*** RECORDS SUPPLIED Section Begins ***

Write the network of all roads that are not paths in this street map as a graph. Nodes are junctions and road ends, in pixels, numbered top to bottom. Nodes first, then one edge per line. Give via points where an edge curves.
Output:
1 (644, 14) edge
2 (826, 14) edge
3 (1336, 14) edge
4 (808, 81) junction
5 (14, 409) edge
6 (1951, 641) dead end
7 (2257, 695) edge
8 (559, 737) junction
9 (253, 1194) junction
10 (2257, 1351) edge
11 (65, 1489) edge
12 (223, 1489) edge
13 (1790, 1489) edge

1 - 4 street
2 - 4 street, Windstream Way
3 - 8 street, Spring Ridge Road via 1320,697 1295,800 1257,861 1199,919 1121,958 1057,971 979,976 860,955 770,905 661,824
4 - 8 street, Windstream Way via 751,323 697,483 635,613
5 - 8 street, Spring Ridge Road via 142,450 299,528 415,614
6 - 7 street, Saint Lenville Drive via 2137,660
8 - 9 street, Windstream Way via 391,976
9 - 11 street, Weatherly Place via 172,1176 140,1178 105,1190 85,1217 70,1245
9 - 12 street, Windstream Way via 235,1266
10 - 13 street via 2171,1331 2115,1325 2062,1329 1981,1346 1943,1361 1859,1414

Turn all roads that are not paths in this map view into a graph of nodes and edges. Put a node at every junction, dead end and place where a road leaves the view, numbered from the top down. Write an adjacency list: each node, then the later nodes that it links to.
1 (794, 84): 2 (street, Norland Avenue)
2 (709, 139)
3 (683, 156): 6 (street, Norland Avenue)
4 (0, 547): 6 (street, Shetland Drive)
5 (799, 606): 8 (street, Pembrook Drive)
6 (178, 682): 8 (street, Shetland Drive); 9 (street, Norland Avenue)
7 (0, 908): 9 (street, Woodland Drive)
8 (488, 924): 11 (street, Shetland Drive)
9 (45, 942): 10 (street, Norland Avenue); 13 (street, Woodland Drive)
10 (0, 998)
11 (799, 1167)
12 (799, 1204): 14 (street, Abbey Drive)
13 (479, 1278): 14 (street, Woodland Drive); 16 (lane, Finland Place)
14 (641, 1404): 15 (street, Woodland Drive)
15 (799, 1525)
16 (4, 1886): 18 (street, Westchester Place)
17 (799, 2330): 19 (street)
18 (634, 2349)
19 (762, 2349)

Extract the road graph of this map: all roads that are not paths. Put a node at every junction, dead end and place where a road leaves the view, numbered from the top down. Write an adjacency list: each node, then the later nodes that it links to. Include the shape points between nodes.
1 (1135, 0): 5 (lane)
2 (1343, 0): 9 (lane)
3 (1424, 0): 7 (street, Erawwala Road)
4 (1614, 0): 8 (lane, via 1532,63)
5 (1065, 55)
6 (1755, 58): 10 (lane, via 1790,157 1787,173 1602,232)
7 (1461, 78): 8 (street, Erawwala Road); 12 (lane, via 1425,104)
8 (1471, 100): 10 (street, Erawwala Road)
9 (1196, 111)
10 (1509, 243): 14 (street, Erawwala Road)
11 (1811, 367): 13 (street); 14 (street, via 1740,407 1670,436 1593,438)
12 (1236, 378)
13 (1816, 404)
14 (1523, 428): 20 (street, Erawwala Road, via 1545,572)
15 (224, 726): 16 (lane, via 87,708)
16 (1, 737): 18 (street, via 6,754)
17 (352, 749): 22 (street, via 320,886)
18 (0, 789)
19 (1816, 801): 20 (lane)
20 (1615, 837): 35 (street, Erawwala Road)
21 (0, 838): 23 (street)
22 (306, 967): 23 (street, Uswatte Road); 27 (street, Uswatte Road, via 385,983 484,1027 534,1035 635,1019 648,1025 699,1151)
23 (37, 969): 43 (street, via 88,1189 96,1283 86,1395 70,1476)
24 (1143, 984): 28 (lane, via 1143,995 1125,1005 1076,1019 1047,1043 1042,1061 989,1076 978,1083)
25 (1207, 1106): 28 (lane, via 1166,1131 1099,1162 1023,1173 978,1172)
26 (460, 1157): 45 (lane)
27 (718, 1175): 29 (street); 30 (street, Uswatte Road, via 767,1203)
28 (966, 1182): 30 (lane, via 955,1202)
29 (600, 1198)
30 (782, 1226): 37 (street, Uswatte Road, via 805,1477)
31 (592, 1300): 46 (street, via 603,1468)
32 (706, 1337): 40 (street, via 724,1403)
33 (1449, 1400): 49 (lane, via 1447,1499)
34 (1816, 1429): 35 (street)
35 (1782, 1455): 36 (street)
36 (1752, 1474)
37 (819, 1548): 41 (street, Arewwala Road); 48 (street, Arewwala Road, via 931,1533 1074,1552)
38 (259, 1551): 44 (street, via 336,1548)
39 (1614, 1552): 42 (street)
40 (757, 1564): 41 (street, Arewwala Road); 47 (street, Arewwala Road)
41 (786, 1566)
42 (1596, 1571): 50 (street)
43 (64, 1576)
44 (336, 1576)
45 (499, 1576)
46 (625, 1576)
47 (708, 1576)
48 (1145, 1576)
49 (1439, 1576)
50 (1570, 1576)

*** RECORDS SUPPLIED Section Ends ***

The answer must contain every line of the material, unchanged.

Write the network of all roads that are not paths in this street map as a graph. Nodes are junctions and road ends, in pixels, numbered top to bottom. Nodes first, then one edge per line. Give via points where an edge curves.
Output:
1 (644, 14) edge
2 (826, 14) edge
3 (1336, 14) edge
4 (808, 81) junction
5 (14, 409) edge
6 (1951, 641) dead end
7 (2257, 695) edge
8 (559, 737) junction
9 (253, 1194) junction
10 (2257, 1351) edge
11 (65, 1489) edge
12 (223, 1489) edge
13 (1790, 1489) edge

1 - 4 street
2 - 4 street, Windstream Way
3 - 8 street, Spring Ridge Road via 1320,697 1295,800 1257,861 1199,919 1121,958 1057,971 979,976 860,955 770,905 661,824
4 - 8 street, Windstream Way via 751,323 697,483 635,613
5 - 8 street, Spring Ridge Road via 142,450 299,528 415,614
6 - 7 street, Saint Lenville Drive via 2137,660
8 - 9 street, Windstream Way via 391,976
9 - 11 street, Weatherly Place via 172,1176 140,1178 105,1190 85,1217 70,1245
9 - 12 street, Windstream Way via 235,1266
10 - 13 street via 2171,1331 2115,1325 2062,1329 1981,1346 1943,1361 1859,1414

Turn all roads that are not paths in this map view into a graph of nodes and edges. Put a node at every junction, dead end and place where a road leaves the view, numbered from the top down. Write an adjacency list: each node, then the later nodes that it links to.
1 (794, 84): 2 (street, Norland Avenue)
2 (709, 139)
3 (683, 156): 6 (street, Norland Avenue)
4 (0, 547): 6 (street, Shetland Drive)
5 (799, 606): 8 (street, Pembrook Drive)
6 (178, 682): 8 (street, Shetland Drive); 9 (street, Norland Avenue)
7 (0, 908): 9 (street, Woodland Drive)
8 (488, 924): 11 (street, Shetland Drive)
9 (45, 942): 10 (street, Norland Avenue); 13 (street, Woodland Drive)
10 (0, 998)
11 (799, 1167)
12 (799, 1204): 14 (street, Abbey Drive)
13 (479, 1278): 14 (street, Woodland Drive); 16 (lane, Finland Place)
14 (641, 1404): 15 (street, Woodland Drive)
15 (799, 1525)
16 (4, 1886): 18 (street, Westchester Place)
17 (799, 2330): 19 (street)
18 (634, 2349)
19 (762, 2349)

Extract the road graph of this map: all roads that are not paths. Put a node at every junction, dead end and place where a road leaves the view, numbered from the top down. Write an adjacency list: each node, then the later nodes that it links to. Include the shape points between nodes.
1 (1135, 0): 5 (lane)
2 (1343, 0): 9 (lane)
3 (1424, 0): 7 (street, Erawwala Road)
4 (1614, 0): 8 (lane, via 1532,63)
5 (1065, 55)
6 (1755, 58): 10 (lane, via 1790,157 1787,173 1602,232)
7 (1461, 78): 8 (street, Erawwala Road); 12 (lane, via 1425,104)
8 (1471, 100): 10 (street, Erawwala Road)
9 (1196, 111)
10 (1509, 243): 14 (street, Erawwala Road)
11 (1811, 367): 13 (street); 14 (street, via 1740,407 1670,436 1593,438)
12 (1236, 378)
13 (1816, 404)
14 (1523, 428): 20 (street, Erawwala Road, via 1545,572)
15 (224, 726): 16 (lane, via 87,708)
16 (1, 737): 18 (street, via 6,754)
17 (352, 749): 22 (street, via 320,886)
18 (0, 789)
19 (1816, 801): 20 (lane)
20 (1615, 837): 35 (street, Erawwala Road)
21 (0, 838): 23 (street)
22 (306, 967): 23 (street, Uswatte Road); 27 (street, Uswatte Road, via 385,983 484,1027 534,1035 635,1019 648,1025 699,1151)
23 (37, 969): 43 (street, via 88,1189 96,1283 86,1395 70,1476)
24 (1143, 984): 28 (lane, via 1143,995 1125,1005 1076,1019 1047,1043 1042,1061 989,1076 978,1083)
25 (1207, 1106): 28 (lane, via 1166,1131 1099,1162 1023,1173 978,1172)
26 (460, 1157): 45 (lane)
27 (718, 1175): 29 (street); 30 (street, Uswatte Road, via 767,1203)
28 (966, 1182): 30 (lane, via 955,1202)
29 (600, 1198)
30 (782, 1226): 37 (street, Uswatte Road, via 805,1477)
31 (592, 1300): 46 (street, via 603,1468)
32 (706, 1337): 40 (street, via 724,1403)
33 (1449, 1400): 49 (lane, via 1447,1499)
34 (1816, 1429): 35 (street)
35 (1782, 1455): 36 (street)
36 (1752, 1474)
37 (819, 1548): 41 (street, Arewwala Road); 48 (street, Arewwala Road, via 931,1533 1074,1552)
38 (259, 1551): 44 (street, via 336,1548)
39 (1614, 1552): 42 (street)
40 (757, 1564): 41 (street, Arewwala Road); 47 (street, Arewwala Road)
41 (786, 1566)
42 (1596, 1571): 50 (street)
43 (64, 1576)
44 (336, 1576)
45 (499, 1576)
46 (625, 1576)
47 (708, 1576)
48 (1145, 1576)
49 (1439, 1576)
50 (1570, 1576)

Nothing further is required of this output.